Reviews have to be over 100 words, shorter ones are classed as comments.
Review:
on 2011-04-29 CharlesMartel Said:
Some time ago, a well-meaning friend, concerned that I did not like hip-hop, decided he would educate me. His didactic methodology left a lot to be desired however. I don't think I could take listening to six or seven albums, one after another, of any genre of music. Using that approach for hip-hop was no way to broaden my horizons and ultimately became self-defeating. He said he saved the best until last - that best was "Illmatic". By the time it came on I had taken enough. I panned it. I didn't want to hear any more hip-hop.
Having considered more of the genre since that evening and managed to find some hip hop that I actually like, I felt that perhaps the circumstances of my listening to this album had not been the best. Perhaps I had been overly harsh. So, I decided to go back to it and give it another go. I then downloaded six tracks from Limewire - my usual approach for testing any album to see if I like it enough to buy it - and set about giving it a thorough listen.
On the face of it, Nas often runs through the themes which are so common, and so unpleasant, in gangsta. A closer listen reveals that instead of using the language of the street to glorify the drug-dealing macho-man culture, he is actually using the language of the street to put into perspective what it really is, a wasteful, degrading and dehumanising blight on urban culture. You have to listen to pick up the irony, but it is there.
My other great beef with hip hop is the way the language is mangled - stressed and unstressed syllables twisted to fit into a beat rather than to go with the natural flow of the language. OK, this happens some time, but it is nowhere near as common as with many other hip hop acts. So, it looks like on two counts, I may indeed have underrated "Illmatic". Or did I?
By not really giving it a good listen to the first time, I overlooked both the positive and negative aspects. If there are positive aspects, like those I have mentioned above, there are also negatives, new negatives. For a start, a lot of the songs I downloaded seem to have a common theme of self-promotion. In short, the theme is basically "I'm nasty Nas and I got some cool beats". Now self-promotion on any album by any artist is really a poor basis for a song. A lot of artists do it and it sounds awful, bragging is what it is. Yet to put several tracks of it on one album is really going too far.

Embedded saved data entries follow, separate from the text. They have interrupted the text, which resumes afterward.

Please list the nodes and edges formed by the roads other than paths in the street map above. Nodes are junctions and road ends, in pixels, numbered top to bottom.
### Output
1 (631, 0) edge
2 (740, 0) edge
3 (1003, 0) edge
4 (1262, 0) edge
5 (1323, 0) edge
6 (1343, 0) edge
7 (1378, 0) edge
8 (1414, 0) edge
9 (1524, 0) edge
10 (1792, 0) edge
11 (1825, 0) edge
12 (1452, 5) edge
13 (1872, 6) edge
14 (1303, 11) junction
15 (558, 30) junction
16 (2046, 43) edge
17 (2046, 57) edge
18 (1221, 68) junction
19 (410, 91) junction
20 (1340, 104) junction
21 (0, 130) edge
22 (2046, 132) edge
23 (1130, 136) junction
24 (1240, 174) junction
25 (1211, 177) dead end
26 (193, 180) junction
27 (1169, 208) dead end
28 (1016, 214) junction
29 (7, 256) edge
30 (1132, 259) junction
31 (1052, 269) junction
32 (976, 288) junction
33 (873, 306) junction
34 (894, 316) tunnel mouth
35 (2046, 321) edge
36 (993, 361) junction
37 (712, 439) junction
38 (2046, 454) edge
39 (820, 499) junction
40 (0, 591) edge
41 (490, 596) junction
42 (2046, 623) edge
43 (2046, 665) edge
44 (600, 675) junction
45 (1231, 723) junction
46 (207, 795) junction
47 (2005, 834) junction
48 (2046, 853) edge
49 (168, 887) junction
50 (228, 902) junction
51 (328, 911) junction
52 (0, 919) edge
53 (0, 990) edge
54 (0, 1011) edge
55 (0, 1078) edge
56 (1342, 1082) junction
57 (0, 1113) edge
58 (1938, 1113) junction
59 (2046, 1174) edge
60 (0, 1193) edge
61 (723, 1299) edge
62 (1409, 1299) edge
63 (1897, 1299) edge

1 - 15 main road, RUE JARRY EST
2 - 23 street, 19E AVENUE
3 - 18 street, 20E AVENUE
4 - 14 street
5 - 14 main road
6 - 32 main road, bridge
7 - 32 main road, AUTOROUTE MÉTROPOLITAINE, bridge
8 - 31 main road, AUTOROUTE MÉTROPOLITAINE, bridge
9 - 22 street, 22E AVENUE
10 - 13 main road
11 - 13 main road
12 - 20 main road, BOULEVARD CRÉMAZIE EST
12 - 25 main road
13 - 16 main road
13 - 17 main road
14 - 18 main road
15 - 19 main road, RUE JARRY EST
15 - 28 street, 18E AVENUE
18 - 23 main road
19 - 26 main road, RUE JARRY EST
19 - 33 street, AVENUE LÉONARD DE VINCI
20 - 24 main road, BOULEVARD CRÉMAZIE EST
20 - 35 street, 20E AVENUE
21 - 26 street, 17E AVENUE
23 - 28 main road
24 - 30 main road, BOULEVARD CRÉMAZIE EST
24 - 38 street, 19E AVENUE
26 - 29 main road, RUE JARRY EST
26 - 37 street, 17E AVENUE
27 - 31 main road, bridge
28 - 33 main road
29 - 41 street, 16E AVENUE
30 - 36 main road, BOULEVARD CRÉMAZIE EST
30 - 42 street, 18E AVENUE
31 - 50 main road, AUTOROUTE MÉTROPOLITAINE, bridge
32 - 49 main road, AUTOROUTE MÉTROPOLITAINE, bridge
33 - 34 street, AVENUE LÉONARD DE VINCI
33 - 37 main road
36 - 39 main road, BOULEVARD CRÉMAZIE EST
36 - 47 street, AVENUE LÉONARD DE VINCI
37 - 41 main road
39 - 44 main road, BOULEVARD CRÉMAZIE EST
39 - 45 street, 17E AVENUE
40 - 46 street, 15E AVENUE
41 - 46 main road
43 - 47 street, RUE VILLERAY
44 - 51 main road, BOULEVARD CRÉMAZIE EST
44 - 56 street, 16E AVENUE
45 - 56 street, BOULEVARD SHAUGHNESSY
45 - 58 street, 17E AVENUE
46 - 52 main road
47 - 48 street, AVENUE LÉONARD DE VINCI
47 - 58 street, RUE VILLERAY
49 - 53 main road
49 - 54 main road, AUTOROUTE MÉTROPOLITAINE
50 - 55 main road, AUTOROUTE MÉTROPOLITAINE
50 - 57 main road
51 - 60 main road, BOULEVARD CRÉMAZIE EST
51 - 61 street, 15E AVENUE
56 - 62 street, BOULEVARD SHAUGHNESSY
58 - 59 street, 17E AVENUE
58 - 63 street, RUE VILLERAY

Then there are the beats. How much of these are sampled I don't know, but on some tracks, such as "NY State of Mind" it becomes repetitive to the point where it distracts you from the lyrics. That short (two second) sequence is repeated over and over and over and over again. You forget about the words, you just get that sequence rattling around our head, forcing everything else out of it. This may work in a club, as may the dense sound of "It Ain't Hard To Tell", but I was listening to this, not dancing to it.
What I didn't pick up the first time round, but what is so evident on repeated listens is the use of the N word. That word is surely a symbol of oppression, of discrimination, and the eradication of it is surely a key aim for ending the overt and implicit racism which has been directed against the black community for too long. So why would such an odious word be resurrected by the very people for whom the mere mention of word must conjure up such negative emotions? But there is worse. Am I the ONLY person who finds the following line, from "Halftime", utterly repugnant? -
"I rap in front of more n*****s than in a slave ship"
It trivialises one of the greatest crimes against humanity in history, and that trivialisation is done by someone who is still suffering the lingering consequences of that crime.
I will accept that my original opinion underestimated the album and some of its qualities. But the fact I wasn't listening properly allowed me also to overlook negative elements, including the truly repulsive lyrical content. Add stars for the quality and then take them away for the negative, and ultimately you are back where you started.